Alors que l’ambassade américaine à Riyad, en Arabie saoudite, a été visée par des frappes de drones iraniens, le jet privé de Cristiano Ronaldo a quitté le pays en pleine nuit. À ce stade, rien ne confirme que l’attaquant d’Al-Nassr se trouvait à bord.
Le mystère s’épaissit depuis plusieurs heures. Peu après les frappes ayant ciblé la capitale saoudienne, le Bombardier Global Express appartenant à la star portugaise a décollé, selon des données repérées par des internautes sur le site Flightradar24. L’appareil aurait pris la direction de Madrid pour un vol d’environ sept heures, sans qu’il soit possible de savoir qui était réellement à bord.

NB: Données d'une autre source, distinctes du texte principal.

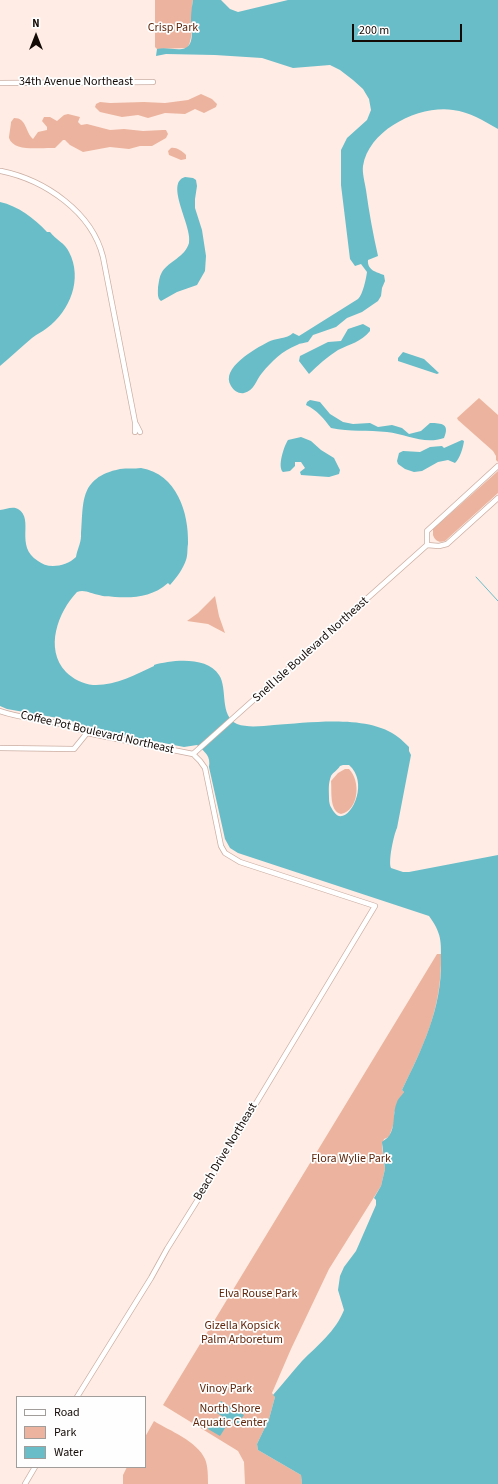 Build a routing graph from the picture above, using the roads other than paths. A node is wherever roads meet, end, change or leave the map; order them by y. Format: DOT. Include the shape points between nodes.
graph roads {
  1 [pos="153,82"];
  2 [pos="0,83"];
  3 [pos="2,171"];
  4 [pos="138,432"];
  5 [pos="498,466"];
  6 [pos="498,498"];
  7 [pos="428,545"];
  8 [pos="0,711"];
  9 [pos="87,733"];
  10 [pos="0,748"];
  11 [pos="193,754"];
  12 [pos="78,1396"];
  13 [pos="34,1468"];
  14 [pos="25,1484"];
  1 -- 2 [label="street, 34th Avenue Northeast"];
  3 -- 4 [label="street" via="43,186 84,219 95,235 100,247"];
  5 -- 7 [label="street" via="427,531"];
  6 -- 7 [label="street" via="447,544"];
  7 -- 11 [label="street, Snell Isle Boulevard Northeast"];
  8 -- 9 [label="street, Coffee Pot Boulevard Northeast" via="57,722"];
  9 -- 10 [label="street" via="74,749"];
  9 -- 11 [label="street, Coffee Pot Boulevard Northeast"];
  11 -- 12 [label="street, Beach Drive Northeast" via="204,768 221,846 225,853 240,862 375,906"];
  13 -- 14 [label="street"];
}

Même si la présence de Cristiano Ronaldo dans l’avion reste incertaine, l’international portugais ne disputera pas le quart de finale aller de la Ligue des champions d’Asie entre Al Wasl et Al-Nassr, prévu ce mercredi. Officiellement sorti sur blessure lors du dernier match de championnat à la 81e minute, il est aussi concerné par le report de cette rencontre pour des raisons de sécurité. Face aux tensions actuelles au Moyen-Orient, la Confédération asiatique de football a préféré ne prendre aucun risque. Le match devait initialement se jouer au stade Zabeel de Dubaï, une ville visée à plusieurs reprises depuis le début du conflit.

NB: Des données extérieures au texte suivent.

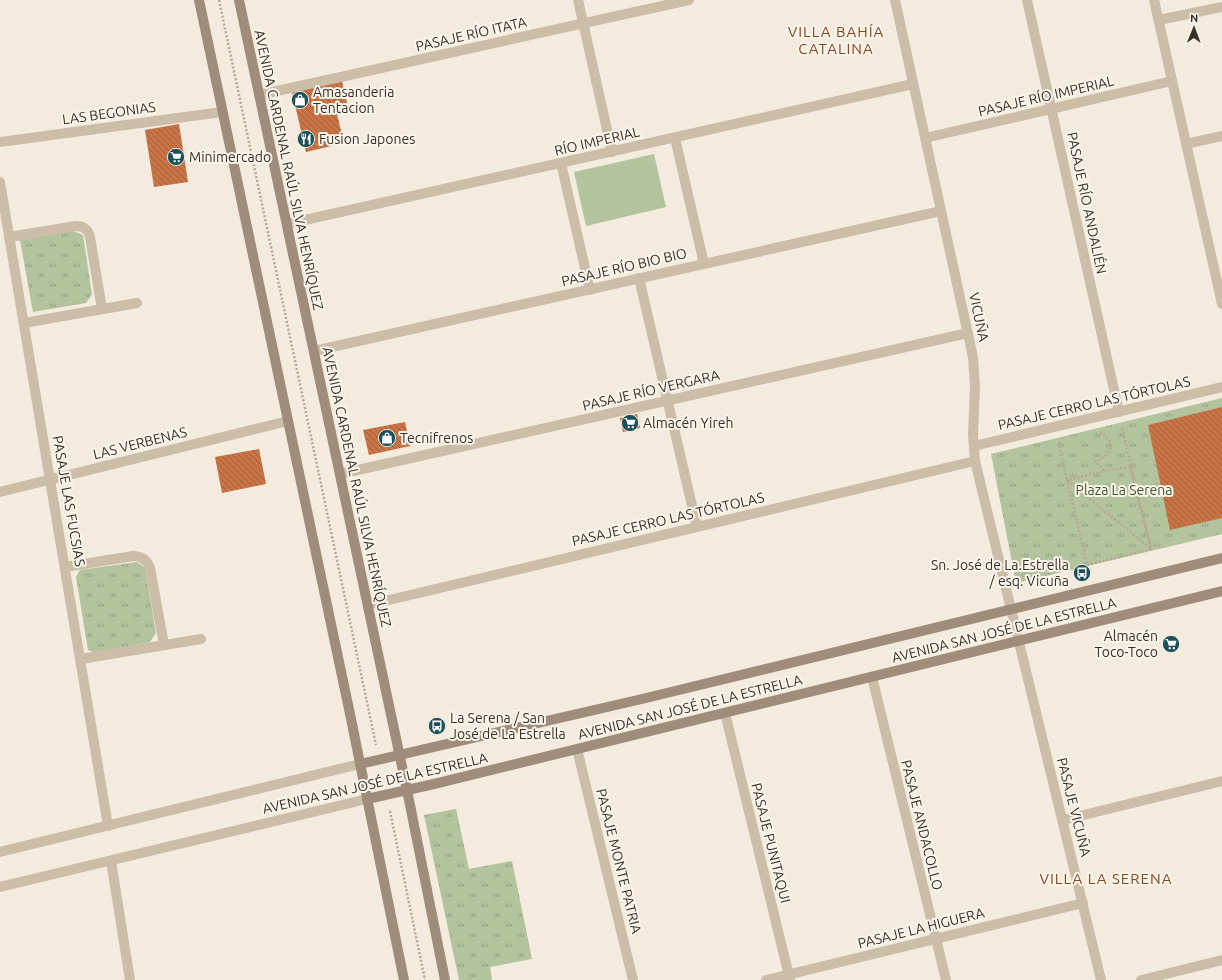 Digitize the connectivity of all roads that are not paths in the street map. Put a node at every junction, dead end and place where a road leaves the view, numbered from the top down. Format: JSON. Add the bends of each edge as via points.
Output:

Par ailleurs, un ancien coéquipier de Cristiano Ronaldo s’est exprimé sur la situation. Installé à Dubaï depuis quelques mois, Rio Ferdinand a confié son inquiétude face aux événements récents. Dans son podcast, il a évoqué le bruit des missiles et des avions de chasse au-dessus de lui, reconnaissant avoir ressenti de la peur, tout en se disant paradoxalement en sécurité et protégé. Il a même expliqué que son studio était devenu son « bunker ».
Cristiano Ronaldo pourrait rapidement prendre la parole afin de clarifier sa situation et dissiper les interrogations concernant un éventuel départ d’Arabie saoudite.